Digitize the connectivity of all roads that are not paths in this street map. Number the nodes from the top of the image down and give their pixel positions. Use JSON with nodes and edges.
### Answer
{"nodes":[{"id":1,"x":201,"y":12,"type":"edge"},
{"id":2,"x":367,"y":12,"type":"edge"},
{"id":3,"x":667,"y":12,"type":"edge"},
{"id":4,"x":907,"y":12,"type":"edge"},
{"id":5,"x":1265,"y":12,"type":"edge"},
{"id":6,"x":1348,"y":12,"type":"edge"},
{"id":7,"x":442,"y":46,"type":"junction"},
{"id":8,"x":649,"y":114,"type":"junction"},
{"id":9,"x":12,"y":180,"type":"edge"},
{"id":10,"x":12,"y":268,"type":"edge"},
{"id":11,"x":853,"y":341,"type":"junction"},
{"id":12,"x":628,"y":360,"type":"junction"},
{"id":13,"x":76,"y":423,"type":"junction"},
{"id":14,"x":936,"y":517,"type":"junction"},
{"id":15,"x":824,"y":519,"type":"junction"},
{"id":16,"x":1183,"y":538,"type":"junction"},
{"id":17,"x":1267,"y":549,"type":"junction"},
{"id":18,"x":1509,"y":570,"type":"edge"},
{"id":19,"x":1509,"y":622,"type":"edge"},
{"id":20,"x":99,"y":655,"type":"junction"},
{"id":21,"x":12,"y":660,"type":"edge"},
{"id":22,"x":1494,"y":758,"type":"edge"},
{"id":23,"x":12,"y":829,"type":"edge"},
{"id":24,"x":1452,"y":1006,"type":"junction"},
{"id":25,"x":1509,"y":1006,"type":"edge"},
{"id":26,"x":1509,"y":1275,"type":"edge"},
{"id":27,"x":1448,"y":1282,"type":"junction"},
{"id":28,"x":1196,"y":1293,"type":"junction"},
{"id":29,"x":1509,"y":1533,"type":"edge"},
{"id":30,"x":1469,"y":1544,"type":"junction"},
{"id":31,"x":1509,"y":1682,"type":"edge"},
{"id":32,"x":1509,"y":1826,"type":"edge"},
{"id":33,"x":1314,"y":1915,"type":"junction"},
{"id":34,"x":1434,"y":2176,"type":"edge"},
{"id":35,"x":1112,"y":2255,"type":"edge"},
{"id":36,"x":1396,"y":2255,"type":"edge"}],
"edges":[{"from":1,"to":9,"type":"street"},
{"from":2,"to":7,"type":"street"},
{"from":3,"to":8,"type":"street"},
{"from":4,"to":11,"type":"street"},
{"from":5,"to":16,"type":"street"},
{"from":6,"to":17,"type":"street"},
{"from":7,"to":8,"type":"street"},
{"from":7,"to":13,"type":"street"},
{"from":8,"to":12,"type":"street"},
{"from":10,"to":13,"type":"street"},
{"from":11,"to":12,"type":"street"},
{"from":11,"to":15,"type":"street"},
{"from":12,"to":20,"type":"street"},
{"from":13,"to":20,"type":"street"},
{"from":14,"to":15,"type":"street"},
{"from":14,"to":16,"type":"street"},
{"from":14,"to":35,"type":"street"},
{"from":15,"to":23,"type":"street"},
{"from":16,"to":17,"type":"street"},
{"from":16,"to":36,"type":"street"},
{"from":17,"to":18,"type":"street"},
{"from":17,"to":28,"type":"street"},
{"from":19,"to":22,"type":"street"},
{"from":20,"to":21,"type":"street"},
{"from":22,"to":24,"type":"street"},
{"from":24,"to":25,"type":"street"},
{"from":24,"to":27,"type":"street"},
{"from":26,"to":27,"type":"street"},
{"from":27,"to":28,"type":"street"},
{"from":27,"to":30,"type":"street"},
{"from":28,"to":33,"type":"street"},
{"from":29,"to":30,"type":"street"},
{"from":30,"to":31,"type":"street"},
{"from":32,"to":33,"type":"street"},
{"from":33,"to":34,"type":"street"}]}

————————

■ EXERCISE PROMPT
Set down the complete listing once more, exactly as it stands above.

■ SOLUTION FOR THIS TASK
Digitize the connectivity of all roads that are not paths in this street map. Number the nodes from the top of the image down and give their pixel positions. Use JSON with nodes and edges.
### Answer
{"nodes":[{"id":1,"x":201,"y":12,"type":"edge"},
{"id":2,"x":367,"y":12,"type":"edge"},
{"id":3,"x":667,"y":12,"type":"edge"},
{"id":4,"x":907,"y":12,"type":"edge"},
{"id":5,"x":1265,"y":12,"type":"edge"},
{"id":6,"x":1348,"y":12,"type":"edge"},
{"id":7,"x":442,"y":46,"type":"junction"},
{"id":8,"x":649,"y":114,"type":"junction"},
{"id":9,"x":12,"y":180,"type":"edge"},
{"id":10,"x":12,"y":268,"type":"edge"},
{"id":11,"x":853,"y":341,"type":"junction"},
{"id":12,"x":628,"y":360,"type":"junction"},
{"id":13,"x":76,"y":423,"type":"junction"},
{"id":14,"x":936,"y":517,"type":"junction"},
{"id":15,"x":824,"y":519,"type":"junction"},
{"id":16,"x":1183,"y":538,"type":"junction"},
{"id":17,"x":1267,"y":549,"type":"junction"},
{"id":18,"x":1509,"y":570,"type":"edge"},
{"id":19,"x":1509,"y":622,"type":"edge"},
{"id":20,"x":99,"y":655,"type":"junction"},
{"id":21,"x":12,"y":660,"type":"edge"},
{"id":22,"x":1494,"y":758,"type":"edge"},
{"id":23,"x":12,"y":829,"type":"edge"},
{"id":24,"x":1452,"y":1006,"type":"junction"},
{"id":25,"x":1509,"y":1006,"type":"edge"},
{"id":26,"x":1509,"y":1275,"type":"edge"},
{"id":27,"x":1448,"y":1282,"type":"junction"},
{"id":28,"x":1196,"y":1293,"type":"junction"},
{"id":29,"x":1509,"y":1533,"type":"edge"},
{"id":30,"x":1469,"y":1544,"type":"junction"},
{"id":31,"x":1509,"y":1682,"type":"edge"},
{"id":32,"x":1509,"y":1826,"type":"edge"},
{"id":33,"x":1314,"y":1915,"type":"junction"},
{"id":34,"x":1434,"y":2176,"type":"edge"},
{"id":35,"x":1112,"y":2255,"type":"edge"},
{"id":36,"x":1396,"y":2255,"type":"edge"}],
"edges":[{"from":1,"to":9,"type":"street"},
{"from":2,"to":7,"type":"street"},
{"from":3,"to":8,"type":"street"},
{"from":4,"to":11,"type":"street"},
{"from":5,"to":16,"type":"street"},
{"from":6,"to":17,"type":"street"},
{"from":7,"to":8,"type":"street"},
{"from":7,"to":13,"type":"street"},
{"from":8,"to":12,"type":"street"},
{"from":10,"to":13,"type":"street"},
{"from":11,"to":12,"type":"street"},
{"from":11,"to":15,"type":"street"},
{"from":12,"to":20,"type":"street"},
{"from":13,"to":20,"type":"street"},
{"from":14,"to":15,"type":"street"},
{"from":14,"to":16,"type":"street"},
{"from":14,"to":35,"type":"street"},
{"from":15,"to":23,"type":"street"},
{"from":16,"to":17,"type":"street"},
{"from":16,"to":36,"type":"street"},
{"from":17,"to":18,"type":"street"},
{"from":17,"to":28,"type":"street"},
{"from":19,"to":22,"type":"street"},
{"from":20,"to":21,"type":"street"},
{"from":22,"to":24,"type":"street"},
{"from":24,"to":25,"type":"street"},
{"from":24,"to":27,"type":"street"},
{"from":26,"to":27,"type":"street"},
{"from":27,"to":28,"type":"street"},
{"from":27,"to":30,"type":"street"},
{"from":28,"to":33,"type":"street"},
{"from":29,"to":30,"type":"street"},
{"from":30,"to":31,"type":"street"},
{"from":32,"to":33,"type":"street"},
{"from":33,"to":34,"type":"street"}]}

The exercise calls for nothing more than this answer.